── Records for this exercise ──

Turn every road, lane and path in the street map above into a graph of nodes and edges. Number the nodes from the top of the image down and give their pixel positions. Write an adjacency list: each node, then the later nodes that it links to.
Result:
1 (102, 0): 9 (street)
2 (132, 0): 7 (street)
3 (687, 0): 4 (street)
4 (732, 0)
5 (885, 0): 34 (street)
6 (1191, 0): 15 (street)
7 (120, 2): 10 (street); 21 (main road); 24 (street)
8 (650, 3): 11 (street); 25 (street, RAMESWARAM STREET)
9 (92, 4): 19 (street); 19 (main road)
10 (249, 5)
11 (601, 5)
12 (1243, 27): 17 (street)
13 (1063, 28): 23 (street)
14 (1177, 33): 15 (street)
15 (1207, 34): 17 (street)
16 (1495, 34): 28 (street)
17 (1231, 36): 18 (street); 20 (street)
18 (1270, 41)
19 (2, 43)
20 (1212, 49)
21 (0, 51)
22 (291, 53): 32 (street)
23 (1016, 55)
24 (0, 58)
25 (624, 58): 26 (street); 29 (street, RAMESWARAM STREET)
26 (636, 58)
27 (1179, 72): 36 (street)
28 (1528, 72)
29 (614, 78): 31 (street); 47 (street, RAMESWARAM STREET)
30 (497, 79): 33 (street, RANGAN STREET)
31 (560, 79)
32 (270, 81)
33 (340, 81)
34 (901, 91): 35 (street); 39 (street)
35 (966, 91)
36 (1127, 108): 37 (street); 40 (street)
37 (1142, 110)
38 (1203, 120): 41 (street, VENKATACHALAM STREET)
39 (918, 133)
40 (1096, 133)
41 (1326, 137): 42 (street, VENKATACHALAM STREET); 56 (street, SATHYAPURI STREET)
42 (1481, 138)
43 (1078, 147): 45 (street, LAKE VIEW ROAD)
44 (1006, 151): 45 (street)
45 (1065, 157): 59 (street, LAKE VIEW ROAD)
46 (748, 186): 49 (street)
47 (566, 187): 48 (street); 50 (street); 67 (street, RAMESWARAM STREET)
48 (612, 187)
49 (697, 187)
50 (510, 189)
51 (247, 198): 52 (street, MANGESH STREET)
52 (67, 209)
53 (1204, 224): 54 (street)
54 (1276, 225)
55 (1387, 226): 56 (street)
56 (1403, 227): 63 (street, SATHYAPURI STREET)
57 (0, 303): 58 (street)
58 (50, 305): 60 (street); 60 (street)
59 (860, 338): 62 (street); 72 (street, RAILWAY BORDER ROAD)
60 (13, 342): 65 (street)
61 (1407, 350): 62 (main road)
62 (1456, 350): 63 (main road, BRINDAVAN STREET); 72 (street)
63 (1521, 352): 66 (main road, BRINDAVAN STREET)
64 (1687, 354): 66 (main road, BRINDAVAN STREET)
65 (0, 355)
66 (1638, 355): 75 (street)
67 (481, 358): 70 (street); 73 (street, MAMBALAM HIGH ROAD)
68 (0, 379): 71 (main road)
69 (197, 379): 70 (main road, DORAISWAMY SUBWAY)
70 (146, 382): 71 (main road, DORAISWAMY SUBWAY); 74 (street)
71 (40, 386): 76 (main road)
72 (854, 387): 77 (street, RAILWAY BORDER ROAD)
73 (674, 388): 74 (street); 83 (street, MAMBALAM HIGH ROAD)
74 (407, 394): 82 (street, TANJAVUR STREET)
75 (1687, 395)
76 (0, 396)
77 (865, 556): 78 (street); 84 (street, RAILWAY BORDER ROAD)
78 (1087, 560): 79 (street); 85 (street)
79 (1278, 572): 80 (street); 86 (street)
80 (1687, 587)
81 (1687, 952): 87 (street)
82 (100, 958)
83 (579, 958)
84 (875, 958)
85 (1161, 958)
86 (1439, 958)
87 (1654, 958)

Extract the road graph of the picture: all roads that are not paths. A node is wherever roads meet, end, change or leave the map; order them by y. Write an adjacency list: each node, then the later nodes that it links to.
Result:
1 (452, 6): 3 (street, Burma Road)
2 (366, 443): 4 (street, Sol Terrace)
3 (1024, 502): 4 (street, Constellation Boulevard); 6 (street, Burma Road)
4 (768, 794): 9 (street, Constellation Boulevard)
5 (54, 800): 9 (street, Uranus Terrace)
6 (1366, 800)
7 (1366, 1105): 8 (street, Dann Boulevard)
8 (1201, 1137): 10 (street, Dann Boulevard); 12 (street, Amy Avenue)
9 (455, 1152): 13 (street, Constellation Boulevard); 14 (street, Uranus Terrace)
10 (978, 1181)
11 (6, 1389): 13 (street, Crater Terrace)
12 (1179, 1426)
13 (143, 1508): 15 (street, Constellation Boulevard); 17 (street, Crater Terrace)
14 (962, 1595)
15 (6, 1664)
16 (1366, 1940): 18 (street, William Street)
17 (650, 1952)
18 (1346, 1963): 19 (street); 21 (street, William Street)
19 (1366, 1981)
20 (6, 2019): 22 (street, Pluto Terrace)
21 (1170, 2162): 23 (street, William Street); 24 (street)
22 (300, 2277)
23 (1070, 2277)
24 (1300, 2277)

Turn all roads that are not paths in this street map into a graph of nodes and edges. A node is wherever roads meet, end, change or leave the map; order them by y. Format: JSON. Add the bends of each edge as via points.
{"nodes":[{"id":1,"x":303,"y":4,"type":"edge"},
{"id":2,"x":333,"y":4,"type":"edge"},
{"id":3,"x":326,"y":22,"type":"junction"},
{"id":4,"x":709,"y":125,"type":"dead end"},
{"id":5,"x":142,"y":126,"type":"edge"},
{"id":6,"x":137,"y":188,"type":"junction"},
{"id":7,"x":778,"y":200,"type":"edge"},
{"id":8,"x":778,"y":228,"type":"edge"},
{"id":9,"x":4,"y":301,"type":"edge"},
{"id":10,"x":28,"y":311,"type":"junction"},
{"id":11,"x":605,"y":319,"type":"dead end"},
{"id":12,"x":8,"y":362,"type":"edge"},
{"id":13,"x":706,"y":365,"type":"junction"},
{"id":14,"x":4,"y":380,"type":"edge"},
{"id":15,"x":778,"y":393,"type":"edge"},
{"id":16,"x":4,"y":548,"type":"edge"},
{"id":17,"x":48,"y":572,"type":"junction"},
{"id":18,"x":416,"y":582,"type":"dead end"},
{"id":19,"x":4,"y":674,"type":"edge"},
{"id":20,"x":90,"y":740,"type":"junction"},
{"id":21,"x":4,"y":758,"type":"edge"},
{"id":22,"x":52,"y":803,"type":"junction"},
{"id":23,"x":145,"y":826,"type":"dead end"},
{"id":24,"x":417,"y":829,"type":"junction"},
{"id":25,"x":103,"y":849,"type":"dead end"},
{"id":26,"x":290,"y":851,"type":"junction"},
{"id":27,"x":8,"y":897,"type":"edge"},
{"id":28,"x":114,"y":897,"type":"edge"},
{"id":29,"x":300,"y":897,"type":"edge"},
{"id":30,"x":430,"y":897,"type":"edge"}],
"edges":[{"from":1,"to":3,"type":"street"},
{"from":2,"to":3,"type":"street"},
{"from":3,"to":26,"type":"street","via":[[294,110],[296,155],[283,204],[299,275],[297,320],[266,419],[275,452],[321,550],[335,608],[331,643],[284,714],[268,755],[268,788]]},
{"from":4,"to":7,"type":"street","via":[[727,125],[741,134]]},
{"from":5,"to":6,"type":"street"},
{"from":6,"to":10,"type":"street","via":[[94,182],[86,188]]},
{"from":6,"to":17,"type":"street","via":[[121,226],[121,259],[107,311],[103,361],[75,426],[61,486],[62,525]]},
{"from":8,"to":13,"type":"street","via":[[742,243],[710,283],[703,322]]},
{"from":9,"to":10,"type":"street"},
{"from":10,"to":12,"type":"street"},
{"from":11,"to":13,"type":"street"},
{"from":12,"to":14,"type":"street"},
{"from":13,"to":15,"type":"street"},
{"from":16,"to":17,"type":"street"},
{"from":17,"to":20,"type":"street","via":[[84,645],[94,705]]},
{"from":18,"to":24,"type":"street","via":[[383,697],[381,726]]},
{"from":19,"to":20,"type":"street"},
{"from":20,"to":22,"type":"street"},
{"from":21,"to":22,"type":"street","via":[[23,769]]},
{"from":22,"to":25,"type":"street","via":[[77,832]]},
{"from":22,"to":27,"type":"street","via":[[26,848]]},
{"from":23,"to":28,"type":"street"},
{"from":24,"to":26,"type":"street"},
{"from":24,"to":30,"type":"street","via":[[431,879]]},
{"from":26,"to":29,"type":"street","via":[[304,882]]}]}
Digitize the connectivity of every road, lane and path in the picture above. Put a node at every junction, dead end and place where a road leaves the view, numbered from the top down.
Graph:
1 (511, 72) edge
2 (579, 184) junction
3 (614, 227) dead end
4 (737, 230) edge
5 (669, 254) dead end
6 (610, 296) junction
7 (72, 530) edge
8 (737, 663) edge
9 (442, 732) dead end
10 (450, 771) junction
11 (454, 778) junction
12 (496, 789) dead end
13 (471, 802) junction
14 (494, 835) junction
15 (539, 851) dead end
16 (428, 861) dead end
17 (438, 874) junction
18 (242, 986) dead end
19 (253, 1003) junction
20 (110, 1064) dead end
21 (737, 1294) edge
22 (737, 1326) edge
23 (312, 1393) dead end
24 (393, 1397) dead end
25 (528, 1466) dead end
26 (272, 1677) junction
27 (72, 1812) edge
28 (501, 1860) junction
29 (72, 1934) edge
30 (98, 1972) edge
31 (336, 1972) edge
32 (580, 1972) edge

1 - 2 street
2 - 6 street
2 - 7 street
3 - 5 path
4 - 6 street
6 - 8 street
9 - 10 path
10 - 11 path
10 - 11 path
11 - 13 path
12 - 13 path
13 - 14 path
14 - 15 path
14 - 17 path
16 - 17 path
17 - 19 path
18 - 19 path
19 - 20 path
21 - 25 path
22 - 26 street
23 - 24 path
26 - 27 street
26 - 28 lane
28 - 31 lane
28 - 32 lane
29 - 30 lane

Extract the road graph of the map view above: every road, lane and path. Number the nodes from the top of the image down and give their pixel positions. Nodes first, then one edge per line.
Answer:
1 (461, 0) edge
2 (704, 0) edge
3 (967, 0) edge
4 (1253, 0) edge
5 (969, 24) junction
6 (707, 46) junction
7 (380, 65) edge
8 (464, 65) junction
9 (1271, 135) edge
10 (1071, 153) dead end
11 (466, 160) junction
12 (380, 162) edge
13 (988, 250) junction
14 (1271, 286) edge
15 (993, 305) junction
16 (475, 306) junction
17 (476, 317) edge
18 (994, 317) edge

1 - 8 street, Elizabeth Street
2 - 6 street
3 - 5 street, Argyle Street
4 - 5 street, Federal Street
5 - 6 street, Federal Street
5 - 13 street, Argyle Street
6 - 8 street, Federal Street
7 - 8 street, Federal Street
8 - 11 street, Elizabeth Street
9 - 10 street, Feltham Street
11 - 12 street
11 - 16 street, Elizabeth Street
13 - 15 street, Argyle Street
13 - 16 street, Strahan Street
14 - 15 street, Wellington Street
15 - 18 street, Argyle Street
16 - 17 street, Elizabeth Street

───

◆ What to do: Collect the lines of the records that include the string "MAMBALAM".

◆ Answer space:
67 (481, 358): 70 (street); 73 (street, MAMBALAM HIGH ROAD)
73 (674, 388): 74 (street); 83 (street, MAMBALAM HIGH ROAD)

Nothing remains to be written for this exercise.